'Constant pressure' on India marines case says Ashton
Seeking 'mutually satisfactory solution' says EU foreing chief04 February, 18:27
"I will continue to avail myself of all the diplomatic channels at my disposal to exert constant pressure on my Indian interlocutors in order to achieve a mutually satisfactory solution," Ashton wrote to European Parliament deputy Speakers Gianni Pittella and Roberta Angelilli.
Earlier Tuesday German Ambassador to New Delhi Michael Steiner expressed support for Rome in the case, which has caused tensions between India and Italy.

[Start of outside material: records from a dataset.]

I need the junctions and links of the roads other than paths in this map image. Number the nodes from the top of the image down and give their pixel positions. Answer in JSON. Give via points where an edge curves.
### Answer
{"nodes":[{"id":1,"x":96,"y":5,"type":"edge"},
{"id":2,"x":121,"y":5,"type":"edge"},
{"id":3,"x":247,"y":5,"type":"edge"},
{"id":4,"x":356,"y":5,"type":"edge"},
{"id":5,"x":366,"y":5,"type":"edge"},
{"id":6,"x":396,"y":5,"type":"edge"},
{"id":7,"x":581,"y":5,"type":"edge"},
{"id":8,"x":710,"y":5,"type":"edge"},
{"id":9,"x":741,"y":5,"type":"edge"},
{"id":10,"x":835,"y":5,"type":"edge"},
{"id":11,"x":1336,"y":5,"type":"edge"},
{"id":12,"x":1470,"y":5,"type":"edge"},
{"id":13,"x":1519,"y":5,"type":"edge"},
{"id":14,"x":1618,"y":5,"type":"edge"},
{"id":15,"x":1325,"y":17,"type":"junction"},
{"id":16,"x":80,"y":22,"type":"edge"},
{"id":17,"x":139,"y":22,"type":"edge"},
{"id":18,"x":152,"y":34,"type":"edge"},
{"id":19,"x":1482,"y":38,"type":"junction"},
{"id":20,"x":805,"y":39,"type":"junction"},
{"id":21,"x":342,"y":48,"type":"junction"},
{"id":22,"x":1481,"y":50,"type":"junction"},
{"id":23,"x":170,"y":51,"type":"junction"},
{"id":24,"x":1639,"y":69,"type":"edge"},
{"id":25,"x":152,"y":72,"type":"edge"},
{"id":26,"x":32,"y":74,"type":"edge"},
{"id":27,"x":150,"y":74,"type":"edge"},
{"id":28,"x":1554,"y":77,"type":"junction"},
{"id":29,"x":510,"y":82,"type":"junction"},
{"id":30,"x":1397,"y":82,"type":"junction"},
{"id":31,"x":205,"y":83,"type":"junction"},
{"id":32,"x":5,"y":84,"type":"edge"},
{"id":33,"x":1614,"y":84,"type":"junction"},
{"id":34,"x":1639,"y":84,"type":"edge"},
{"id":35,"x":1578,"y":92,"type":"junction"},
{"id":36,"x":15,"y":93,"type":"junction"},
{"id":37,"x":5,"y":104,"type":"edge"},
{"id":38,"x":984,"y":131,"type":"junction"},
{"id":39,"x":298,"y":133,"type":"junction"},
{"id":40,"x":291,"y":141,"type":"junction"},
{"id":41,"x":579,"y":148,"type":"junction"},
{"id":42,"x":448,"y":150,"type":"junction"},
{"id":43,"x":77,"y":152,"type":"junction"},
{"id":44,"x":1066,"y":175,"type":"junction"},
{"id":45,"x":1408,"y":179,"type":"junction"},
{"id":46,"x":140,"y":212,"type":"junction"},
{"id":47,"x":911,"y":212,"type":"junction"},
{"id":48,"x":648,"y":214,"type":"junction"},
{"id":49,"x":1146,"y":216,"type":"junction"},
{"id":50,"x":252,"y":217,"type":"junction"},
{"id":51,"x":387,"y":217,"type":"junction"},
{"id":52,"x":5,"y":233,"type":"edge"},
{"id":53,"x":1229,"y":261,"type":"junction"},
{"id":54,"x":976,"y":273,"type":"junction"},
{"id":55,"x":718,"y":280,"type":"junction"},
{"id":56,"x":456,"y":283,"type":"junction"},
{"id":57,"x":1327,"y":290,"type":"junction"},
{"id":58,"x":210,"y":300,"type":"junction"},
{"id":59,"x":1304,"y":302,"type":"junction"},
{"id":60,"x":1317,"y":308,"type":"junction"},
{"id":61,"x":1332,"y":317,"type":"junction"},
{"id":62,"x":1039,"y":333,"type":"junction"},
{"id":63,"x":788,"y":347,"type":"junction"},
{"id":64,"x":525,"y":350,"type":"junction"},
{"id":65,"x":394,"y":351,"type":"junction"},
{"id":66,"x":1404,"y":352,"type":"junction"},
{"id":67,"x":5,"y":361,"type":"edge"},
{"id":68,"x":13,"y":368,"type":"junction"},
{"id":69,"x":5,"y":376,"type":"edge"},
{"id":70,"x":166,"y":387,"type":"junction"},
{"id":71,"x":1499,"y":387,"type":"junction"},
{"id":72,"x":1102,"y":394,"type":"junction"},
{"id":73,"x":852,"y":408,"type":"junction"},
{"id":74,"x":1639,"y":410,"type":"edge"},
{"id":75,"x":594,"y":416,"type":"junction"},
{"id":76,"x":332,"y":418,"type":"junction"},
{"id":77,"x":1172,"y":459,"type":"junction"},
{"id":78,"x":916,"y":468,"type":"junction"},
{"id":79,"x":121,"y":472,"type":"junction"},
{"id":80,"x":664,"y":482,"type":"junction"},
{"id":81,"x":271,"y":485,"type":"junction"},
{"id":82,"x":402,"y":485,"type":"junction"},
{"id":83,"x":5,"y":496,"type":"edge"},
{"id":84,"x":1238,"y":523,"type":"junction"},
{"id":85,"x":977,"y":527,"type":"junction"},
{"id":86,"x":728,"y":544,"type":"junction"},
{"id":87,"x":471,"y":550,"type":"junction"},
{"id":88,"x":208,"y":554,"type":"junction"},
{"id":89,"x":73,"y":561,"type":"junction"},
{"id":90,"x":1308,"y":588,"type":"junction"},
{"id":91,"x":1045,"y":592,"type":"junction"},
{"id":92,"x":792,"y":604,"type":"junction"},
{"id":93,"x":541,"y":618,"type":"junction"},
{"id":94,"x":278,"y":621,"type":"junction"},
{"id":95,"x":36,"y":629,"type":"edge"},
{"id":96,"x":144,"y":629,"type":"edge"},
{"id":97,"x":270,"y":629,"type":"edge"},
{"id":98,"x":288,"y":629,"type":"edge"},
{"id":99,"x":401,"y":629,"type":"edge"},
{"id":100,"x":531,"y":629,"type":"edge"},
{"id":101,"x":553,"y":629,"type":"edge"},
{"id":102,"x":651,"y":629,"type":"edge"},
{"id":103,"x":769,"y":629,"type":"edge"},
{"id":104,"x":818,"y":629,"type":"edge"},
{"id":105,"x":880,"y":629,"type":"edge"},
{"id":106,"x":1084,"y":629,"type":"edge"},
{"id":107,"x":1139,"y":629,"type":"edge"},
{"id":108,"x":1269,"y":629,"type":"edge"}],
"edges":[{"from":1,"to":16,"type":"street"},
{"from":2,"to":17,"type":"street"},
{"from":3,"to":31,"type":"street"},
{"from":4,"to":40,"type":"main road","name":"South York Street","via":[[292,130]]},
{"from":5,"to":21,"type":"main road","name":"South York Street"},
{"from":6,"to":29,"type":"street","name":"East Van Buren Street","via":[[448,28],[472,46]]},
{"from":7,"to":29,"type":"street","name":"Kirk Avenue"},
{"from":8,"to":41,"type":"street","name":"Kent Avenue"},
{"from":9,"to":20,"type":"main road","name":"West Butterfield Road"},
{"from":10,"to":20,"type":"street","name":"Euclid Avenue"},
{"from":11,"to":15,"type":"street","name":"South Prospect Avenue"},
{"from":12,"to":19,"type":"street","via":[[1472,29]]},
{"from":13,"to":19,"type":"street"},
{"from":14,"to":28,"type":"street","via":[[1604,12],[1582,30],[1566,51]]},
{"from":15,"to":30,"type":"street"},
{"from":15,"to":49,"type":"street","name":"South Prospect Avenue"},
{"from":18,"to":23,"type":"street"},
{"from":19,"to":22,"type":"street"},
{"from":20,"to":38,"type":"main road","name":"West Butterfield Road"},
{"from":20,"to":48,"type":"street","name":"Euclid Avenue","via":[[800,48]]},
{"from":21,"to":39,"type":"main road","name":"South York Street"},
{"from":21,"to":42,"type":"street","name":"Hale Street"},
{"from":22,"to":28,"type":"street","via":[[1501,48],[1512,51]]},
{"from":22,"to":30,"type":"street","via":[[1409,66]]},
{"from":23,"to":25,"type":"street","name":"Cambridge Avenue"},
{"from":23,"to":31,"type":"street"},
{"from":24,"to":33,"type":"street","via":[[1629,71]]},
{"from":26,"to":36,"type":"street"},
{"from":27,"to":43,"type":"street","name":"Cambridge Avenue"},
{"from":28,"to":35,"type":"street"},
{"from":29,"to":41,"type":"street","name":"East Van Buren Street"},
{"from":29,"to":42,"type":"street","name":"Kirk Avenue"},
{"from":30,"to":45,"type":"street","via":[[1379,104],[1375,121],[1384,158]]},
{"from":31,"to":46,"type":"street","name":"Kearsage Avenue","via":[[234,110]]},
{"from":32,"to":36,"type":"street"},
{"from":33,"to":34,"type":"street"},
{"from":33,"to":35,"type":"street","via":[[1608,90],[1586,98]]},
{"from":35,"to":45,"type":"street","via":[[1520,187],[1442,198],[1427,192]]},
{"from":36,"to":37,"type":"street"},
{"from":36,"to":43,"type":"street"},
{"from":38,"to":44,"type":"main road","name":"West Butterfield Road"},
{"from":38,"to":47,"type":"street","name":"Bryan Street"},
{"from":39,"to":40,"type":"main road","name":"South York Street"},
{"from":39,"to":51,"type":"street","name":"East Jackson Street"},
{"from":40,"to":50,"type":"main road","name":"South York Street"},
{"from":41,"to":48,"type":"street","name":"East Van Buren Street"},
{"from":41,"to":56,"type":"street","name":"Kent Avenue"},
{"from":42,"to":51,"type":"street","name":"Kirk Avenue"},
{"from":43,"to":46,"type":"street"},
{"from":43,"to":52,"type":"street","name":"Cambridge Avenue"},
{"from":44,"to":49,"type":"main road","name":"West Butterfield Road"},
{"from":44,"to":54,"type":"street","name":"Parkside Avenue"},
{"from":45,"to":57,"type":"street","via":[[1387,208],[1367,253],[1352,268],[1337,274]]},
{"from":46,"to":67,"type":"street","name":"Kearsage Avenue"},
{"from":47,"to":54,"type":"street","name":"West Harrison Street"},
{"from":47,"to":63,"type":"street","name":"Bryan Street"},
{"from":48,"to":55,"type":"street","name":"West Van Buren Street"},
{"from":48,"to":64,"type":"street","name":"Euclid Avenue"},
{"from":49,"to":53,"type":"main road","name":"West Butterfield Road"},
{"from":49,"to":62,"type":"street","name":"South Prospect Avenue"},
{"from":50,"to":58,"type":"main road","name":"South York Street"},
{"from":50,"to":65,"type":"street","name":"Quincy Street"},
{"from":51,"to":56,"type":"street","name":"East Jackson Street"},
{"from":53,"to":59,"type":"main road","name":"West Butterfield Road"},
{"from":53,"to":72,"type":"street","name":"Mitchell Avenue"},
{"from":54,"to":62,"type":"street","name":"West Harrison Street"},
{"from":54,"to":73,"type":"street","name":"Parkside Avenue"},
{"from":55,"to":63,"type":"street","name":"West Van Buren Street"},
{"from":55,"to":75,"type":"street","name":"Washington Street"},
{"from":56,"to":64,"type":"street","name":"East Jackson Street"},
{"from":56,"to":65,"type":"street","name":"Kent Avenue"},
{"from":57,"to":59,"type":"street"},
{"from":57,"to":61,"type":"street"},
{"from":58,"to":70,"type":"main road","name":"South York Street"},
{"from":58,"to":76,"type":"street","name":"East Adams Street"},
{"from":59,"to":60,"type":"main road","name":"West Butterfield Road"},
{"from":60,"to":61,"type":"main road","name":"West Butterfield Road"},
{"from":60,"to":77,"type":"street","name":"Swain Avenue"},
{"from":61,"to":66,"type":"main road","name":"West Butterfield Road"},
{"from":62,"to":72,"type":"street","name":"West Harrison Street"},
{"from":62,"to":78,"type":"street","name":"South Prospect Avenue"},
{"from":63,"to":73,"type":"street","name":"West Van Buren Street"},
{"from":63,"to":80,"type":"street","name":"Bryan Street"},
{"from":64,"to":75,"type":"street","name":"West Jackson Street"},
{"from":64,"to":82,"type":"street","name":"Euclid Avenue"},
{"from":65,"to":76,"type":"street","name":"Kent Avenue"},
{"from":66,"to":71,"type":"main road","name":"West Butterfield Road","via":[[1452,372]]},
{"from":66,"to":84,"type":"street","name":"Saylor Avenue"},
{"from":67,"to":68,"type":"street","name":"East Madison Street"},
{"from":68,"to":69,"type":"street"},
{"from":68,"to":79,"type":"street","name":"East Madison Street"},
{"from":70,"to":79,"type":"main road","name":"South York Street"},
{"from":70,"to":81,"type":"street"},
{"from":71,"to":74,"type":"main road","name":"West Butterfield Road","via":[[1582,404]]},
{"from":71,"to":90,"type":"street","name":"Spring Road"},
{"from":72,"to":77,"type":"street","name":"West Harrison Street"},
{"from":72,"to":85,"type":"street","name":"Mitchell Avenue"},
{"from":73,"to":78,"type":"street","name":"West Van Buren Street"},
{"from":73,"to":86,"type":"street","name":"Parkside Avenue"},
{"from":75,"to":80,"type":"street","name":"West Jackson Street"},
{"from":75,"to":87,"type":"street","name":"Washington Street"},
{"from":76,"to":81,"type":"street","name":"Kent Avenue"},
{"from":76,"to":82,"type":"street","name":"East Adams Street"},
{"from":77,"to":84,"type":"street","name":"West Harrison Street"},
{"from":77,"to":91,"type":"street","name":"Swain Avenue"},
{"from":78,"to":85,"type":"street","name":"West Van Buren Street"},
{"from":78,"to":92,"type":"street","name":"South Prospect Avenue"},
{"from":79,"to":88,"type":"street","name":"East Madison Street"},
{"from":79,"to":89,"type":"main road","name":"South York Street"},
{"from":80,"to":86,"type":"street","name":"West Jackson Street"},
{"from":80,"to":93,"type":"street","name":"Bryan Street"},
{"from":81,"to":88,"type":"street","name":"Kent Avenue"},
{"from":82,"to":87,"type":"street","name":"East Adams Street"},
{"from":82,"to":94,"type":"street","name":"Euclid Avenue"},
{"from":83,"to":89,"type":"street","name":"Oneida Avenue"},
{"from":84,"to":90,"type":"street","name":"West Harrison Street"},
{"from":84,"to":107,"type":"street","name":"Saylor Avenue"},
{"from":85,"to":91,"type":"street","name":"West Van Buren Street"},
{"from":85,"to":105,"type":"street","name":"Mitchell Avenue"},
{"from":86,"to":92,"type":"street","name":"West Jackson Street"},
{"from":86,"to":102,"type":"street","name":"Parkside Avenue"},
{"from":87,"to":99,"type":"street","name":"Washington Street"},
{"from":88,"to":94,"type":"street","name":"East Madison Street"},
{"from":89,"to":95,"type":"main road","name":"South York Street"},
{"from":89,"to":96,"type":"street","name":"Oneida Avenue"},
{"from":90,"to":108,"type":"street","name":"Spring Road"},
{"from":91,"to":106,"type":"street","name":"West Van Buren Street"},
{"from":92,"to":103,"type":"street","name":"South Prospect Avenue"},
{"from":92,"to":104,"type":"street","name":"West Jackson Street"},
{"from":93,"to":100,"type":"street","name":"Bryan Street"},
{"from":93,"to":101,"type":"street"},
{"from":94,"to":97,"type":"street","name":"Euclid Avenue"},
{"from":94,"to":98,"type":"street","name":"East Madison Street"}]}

Meeting journalists to outline the presidential visit, Steiner said that a smooth handling of the case is in the interest of Italy, India and the EU. "Italy is part of the EU so we are following the case closely. It is on one hand a bilateral issue, but we think it is in the mutual interest of India, Italy and the EU to solve it smoothly, considering it has been going on for two years (now)," he said. The German envoy stressed that "this issue has also a bearing on the global fight against piracy, to which the EU is strongly committed".
The government in New Delhi has given mixed signals about whether or not to use an anti-piracy law that carries the death penalty against Massimiliano Latorre and Salvatore Girone, accused of killing two Indian fishermen after allegedly mistaking them for pirates and opening fire on their fishing trawler while guarding the privately owned Italian-flagged oil-tanker MT Enrica Lexie off the coast of Kerala on February 15, 2012.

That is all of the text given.